With spring weather (hopefully) here to stay, there has never been a better time to walk Berlin. Walking, after all, is not just good for your health. It gets you thinking; it helps you rediscover your city – and it’s even better with a literary guide. Berlin can’t quite compete with Paris when it comes to literary flânerie. But the Weimar years saw intellectuals like Christopher Isherwood, Walter Benjamin and Franz Hessel record the city’s vivid life by walking it, day and night. Berlin’s top literary walker must surely be the Austrian feuilletonist Joseph Roth. Cantankerous, idealistic and inexorably drawn to the underdog, Roth found inspiration in Berlin’s most ordinary sights. “Confronted with the truly microscopic, all loftiness is hopeless, completely meaningless,” he wrote in a 1921 essay collected in the translated volume What I Saw. “The diminutive of the parts is more impressive than the monumentality of the whole.”
The literary walk is just as well suited to today’s Berlin – with its complicated past, its multifaceted present and its drive towards the future – as to those days of yore. British-born Berliners Paul Scraton and Paul Sullivan, for instance, have written many excellent essays tracing the path of the Panke, the Ringbahn and the Mauerweg among others. Perhaps our finest present stroller is the mutitalented Annett Gröschner. Her genre-bending Berliner Bürger*stuben (Nautilus, 2020) is a masterwork of local literature, regularly brilliant at conjuring Berlin places in the full richness of their sights, stories, memories and absences.
The last word goes to a pair of flâneurs with a real sense of humour – and a complete lack of hurry. For their recent photobook Nocturnal Berlin (Distanz, 2020), photographer Ingo van Aaren and author David Wagner adopted a practice from 1840s Parisian dandies: roaming the city with a turtle on a leash – then as now, a symbolic rejection of modernity’s obsession with speed.

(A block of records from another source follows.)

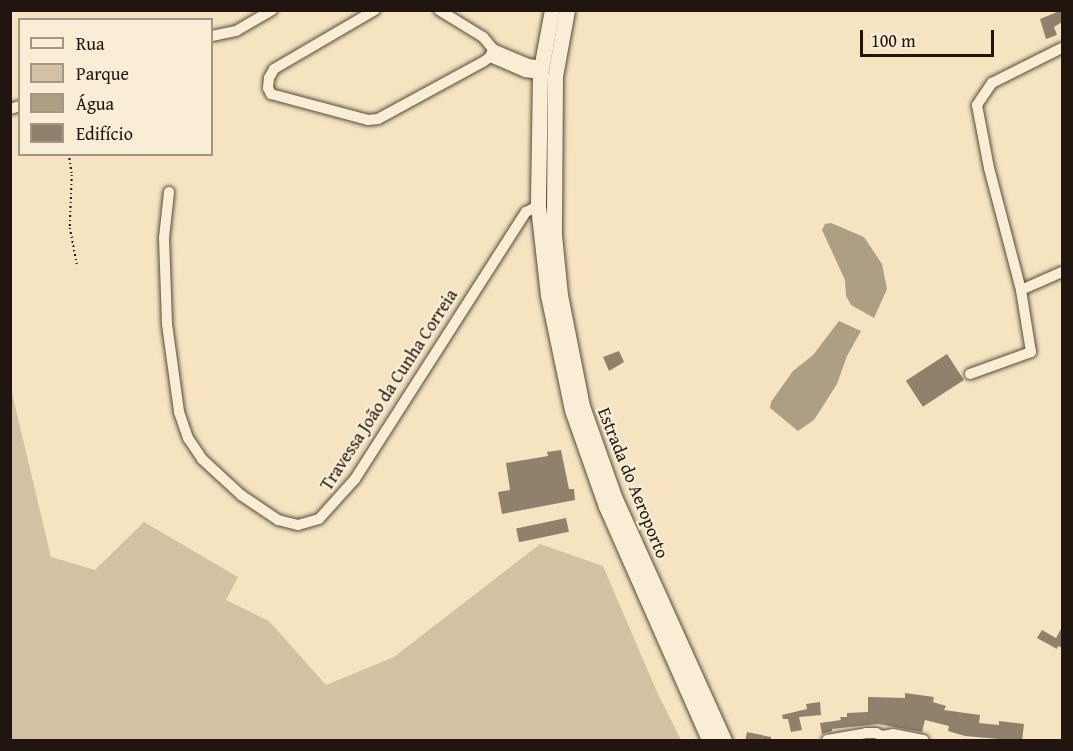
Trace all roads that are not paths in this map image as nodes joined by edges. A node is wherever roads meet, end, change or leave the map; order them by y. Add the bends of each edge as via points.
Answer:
1 (272, 10) edge
2 (375, 10) edge
3 (439, 10) edge
4 (552, 10) edge
5 (567, 10) edge
6 (213, 36) edge
7 (1062, 48) edge
8 (492, 53) junction
9 (541, 70) junction
10 (169, 192) dead end
11 (538, 206) junction
12 (1062, 272) edge
13 (1021, 290) junction
14 (970, 374) dead end
15 (881, 738) edge
16 (709, 741) edge
17 (724, 741) edge
18 (826, 741) edge
19 (923, 741) edge

1 - 6 street via 245,27
2 - 8 street via 274,69 268,88 272,94 368,120 378,119
3 - 8 street via 483,37
4 - 9 main road, Estrada do Aeroporto
5 - 17 main road, Estrada do Aeroporto via 555,76 554,225 560,296 582,406 615,500
7 - 13 street via 992,83 977,105
8 - 9 street
9 - 11 main road, Estrada do Aeroporto
10 - 11 street, Travessa João da Cunha Correia via 164,238 167,324 179,412 188,438 202,459 241,495 278,520 298,525 319,519 355,479 519,222 526,212
11 - 16 main road, Estrada do Aeroporto via 548,295 572,410 606,506
12 - 13 street
13 - 14 street via 1032,352
15 - 18 street via 876,733
15 - 19 street via 893,734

At its best, the walk reminds us we live in a world of strangers – and a world of surprises. As Rebecca Solnit writes: “A city is a language, a repository of possibilities, and walking is the act of speaking that language, of selecting from those possibilities.” Which sounds absolutely brilliant, but rather exhausting. Why not take a shortcut by putting your feet up and reading about someone else doing precisely all that?